>>>>>
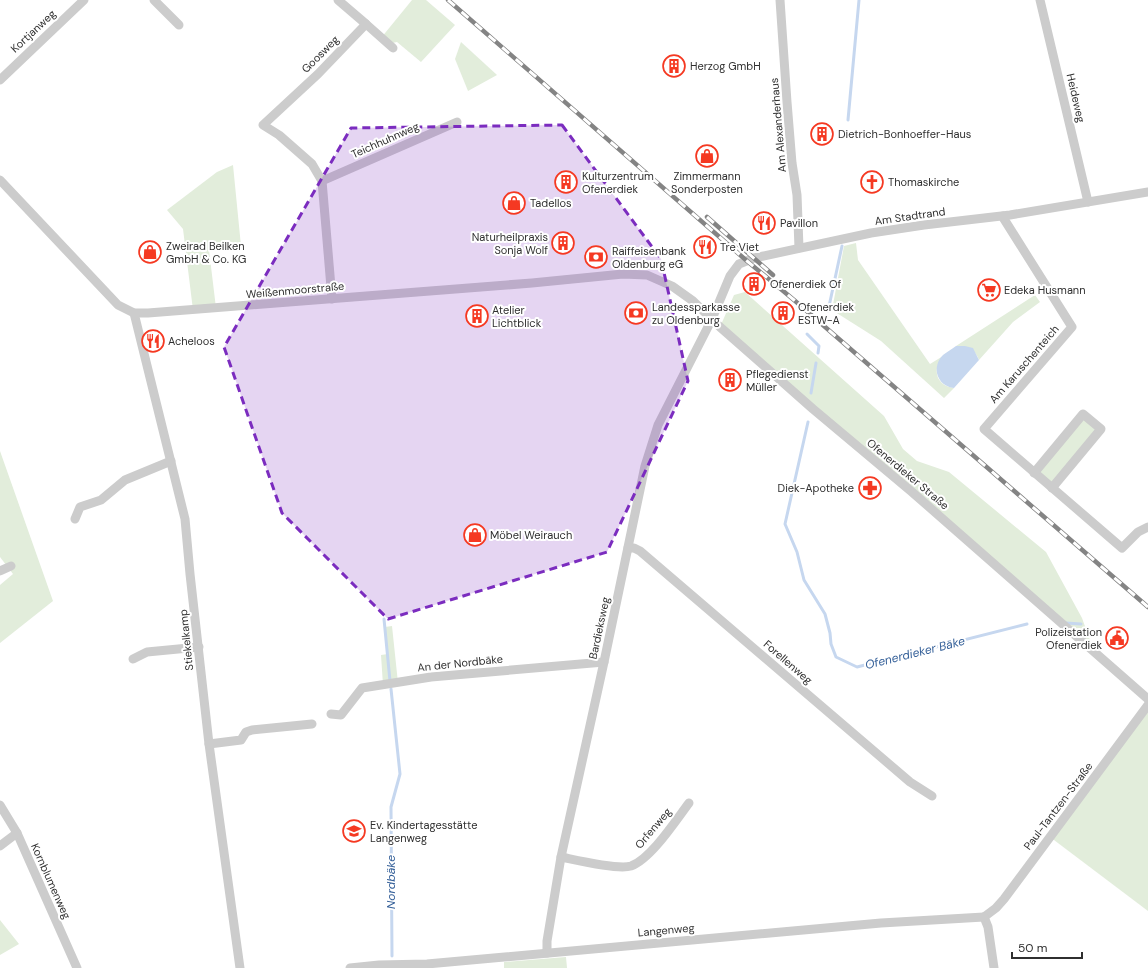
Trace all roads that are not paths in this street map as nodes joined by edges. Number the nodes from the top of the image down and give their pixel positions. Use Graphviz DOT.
graph roads {
  1 [pos="84,0"];
  2 [pos="154,0"];
  3 [pos="338,0"];
  4 [pos="780,0"];
  5 [pos="1040,0"];
  6 [pos="366,24"];
  7 [pos="179,25"];
  8 [pos="393,48"];
  9 [pos="0,80"];
  10 [pos="457,122"];
  11 [pos="0,180"];
  12 [pos="322,181"];
  13 [pos="1148,192"];
  14 [pos="1088,202"];
  15 [pos="1003,216"];
  16 [pos="799,248"];
  17 [pos="647,276"];
  18 [pos="332,299"];
  19 [pos="134,313"];
  20 [pos="712,319"];
  21 [pos="171,461"];
  22 [pos="1034,473"];
  23 [pos="1052,488"];
  24 [pos="75,519"];
  25 [pos="1148,527"];
  26 [pos="628,548"];
  27 [pos="11,566"];
  28 [pos="0,571"];
  29 [pos="199,647"];
  30 [pos="133,659"];
  31 [pos="604,662"];
  32 [pos="1148,699"];
  33 [pos="1148,705"];
  34 [pos="331,714"];
  35 [pos="312,724"];
  36 [pos="209,744"];
  37 [pos="932,796"];
  38 [pos="689,803"];
  39 [pos="0,805"];
  40 [pos="17,833"];
  41 [pos="0,846"];
  42 [pos="561,858"];
  43 [pos="984,916"];
  44 [pos="548,953"];
  45 [pos="77,968"];
  46 [pos="240,968"];
  47 [pos="350,968"];
  48 [pos="994,968"];
  1 -- 9 [label="street, Kortjanweg"];
  2 -- 7 [label="street"];
  3 -- 6 [label="street"];
  4 -- 16 [label="street, Am Alexanderhaus"];
  5 -- 14 [label="street, Heideweg"];
  6 -- 8 [label="street"];
  6 -- 12 [label="street, Goosweg"];
  10 -- 12 [label="street, Teichhuhnweg"];
  11 -- 19 [label="street, Weißenmoorstraße"];
  12 -- 18 [label="street"];
  13 -- 14 [label="street, Am Stadtrand"];
  14 -- 15 [label="street, Am Stadtrand"];
  15 -- 16 [label="street, Am Stadtrand"];
  15 -- 22 [label="street, Am Karuschenteich"];
  16 -- 20 [label="street, Am Stadtrand"];
  17 -- 18 [label="street, Weißenmoorstraße"];
  17 -- 20 [label="street, Ofenerdieker Straße"];
  18 -- 19 [label="street, Weißenmoorstraße"];
  19 -- 21 [label="street, Stiekelkamp"];
  20 -- 26 [label="street, Bardieksweg"];
  20 -- 32 [label="street, Ofenerdieker Straße"];
  21 -- 24 [label="street"];
  21 -- 29 [label="street, Stiekelkamp"];
  22 -- 23 [label="street, Am Karuschenteich"];
  22 -- 23 [label="street"];
  23 -- 25 [label="street, Am Karuschenteich"];
  26 -- 31 [label="street, Bardieksweg"];
  26 -- 37 [label="street, Forellenweg"];
  27 -- 28 [label="street"];
  29 -- 30 [label="street"];
  29 -- 36 [label="street, Stiekelkamp"];
  31 -- 34 [label="street, An der Nordbäke"];
  31 -- 42 [label="street, Bardieksweg"];
  33 -- 43 [label="street, Paul-Tantzen-Straße"];
  35 -- 36 [label="street"];
  36 -- 46 [label="street, Stiekelkamp"];
  38 -- 42 [label="street, Orfenweg"];
  39 -- 40 [label="street, Kornblumenweg"];
  40 -- 41 [label="street"];
  40 -- 45 [label="street, Kornblumenweg"];
  42 -- 44 [label="street, Bardieksweg"];
  43 -- 44 [label="street, Langenweg"];
  43 -- 48 [label="street"];
  44 -- 47 [label="street, Langenweg"];
}
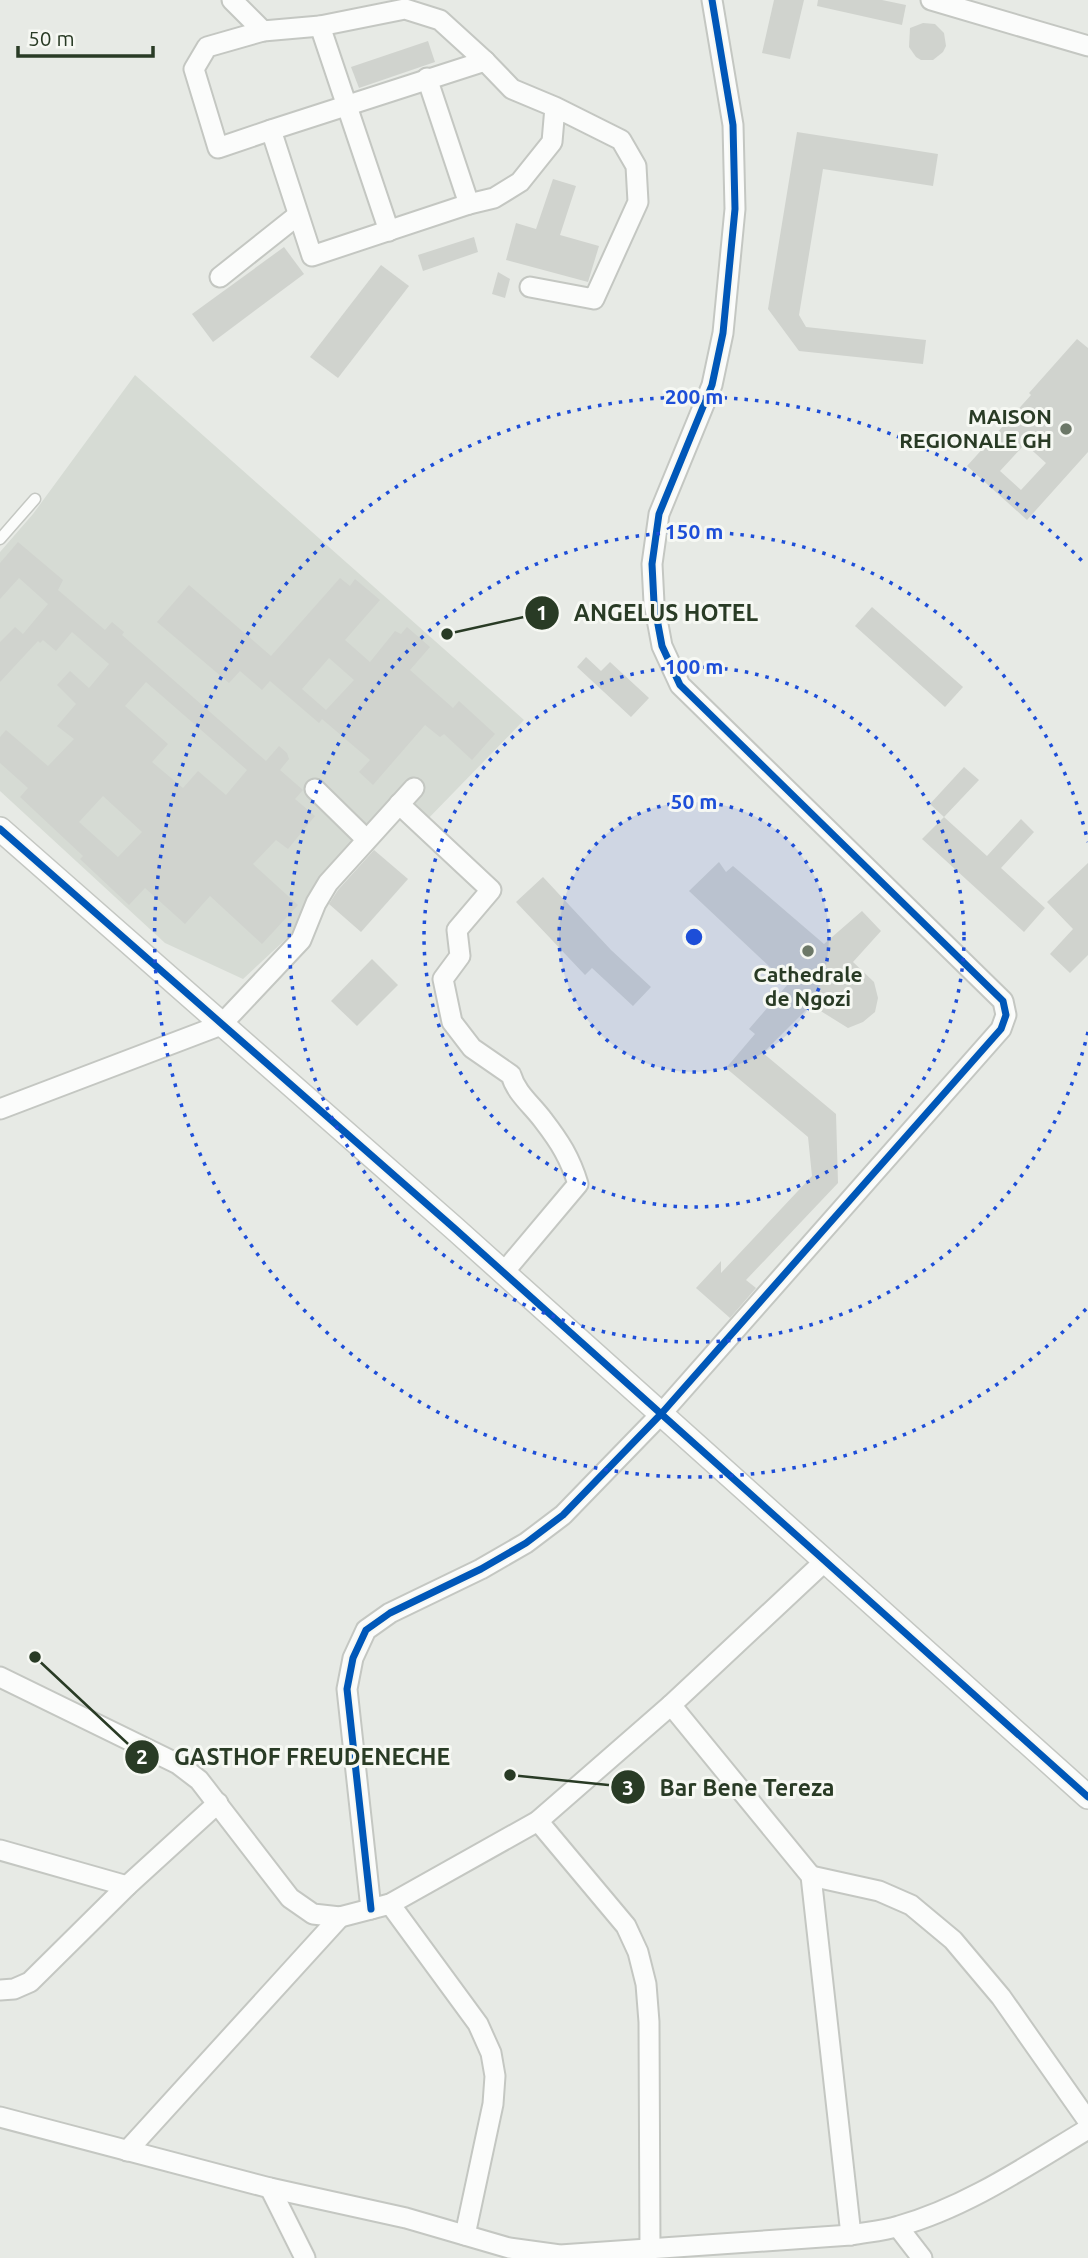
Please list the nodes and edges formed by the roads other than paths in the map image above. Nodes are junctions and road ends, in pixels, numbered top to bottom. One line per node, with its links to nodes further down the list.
1 (232, 0): 5 (street)
2 (712, 0): 27 (street)
3 (931, 0): 6 (street)
4 (320, 26): 5 (street); 7 (street); 9 (street)
5 (263, 31): 11 (street)
6 (1088, 46)
7 (485, 61): 8 (street); 10 (street)
8 (427, 78): 9 (street); 12 (street)
9 (347, 104): 11 (street); 14 (street)
10 (555, 107): 12 (street); 16 (street)
11 (271, 130): 13 (street)
12 (469, 204): 14 (street)
13 (298, 215): 14 (street); 15 (street)
14 (389, 231)
15 (220, 277)
16 (530, 287)
17 (35, 499): 18 (lane)
18 (0, 539)
19 (414, 788): 21 (street)
20 (315, 789): 23 (street)
21 (399, 804): 23 (street); 26 (street)
22 (0, 829): 24 (street)
23 (366, 839): 24 (street)
24 (221, 1025): 25 (street); 26 (street)
25 (0, 1109)
26 (503, 1272): 27 (street)
27 (662, 1414): 28 (street); 37 (street)
28 (825, 1561): 30 (street); 31 (street)
29 (0, 1677): 32 (street)
30 (671, 1705): 33 (street); 35 (street)
31 (1088, 1797)
32 (218, 1803): 36 (street); 38 (street)
33 (538, 1821): 37 (street); 48 (street)
34 (0, 1850): 36 (street)
35 (811, 1876): 41 (street); 47 (street)
36 (128, 1886): 39 (street)
37 (380, 1906): 38 (street); 46 (street)
38 (340, 1917): 43 (street)
39 (0, 1990)
40 (0, 2117): 43 (street)
41 (1088, 2120)
42 (1088, 2129): 45 (street)
43 (127, 2151): 44 (street)
44 (270, 2188): 46 (street); 49 (street)
45 (898, 2227): 47 (street); 50 (street)
46 (465, 2235): 48 (street)
47 (851, 2235): 48 (street)
48 (650, 2250)
49 (305, 2258)
50 (922, 2258)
<<<<<
■ What you will do:
Scan the data for lines containing "Weißenmoorstraße" and copy all of them.

■ Exercise result:
  11 -- 19 [label="street, Weißenmoorstraße"];
  17 -- 18 [label="street, Weißenmoorstraße"];
  18 -- 19 [label="street, Weißenmoorstraße"];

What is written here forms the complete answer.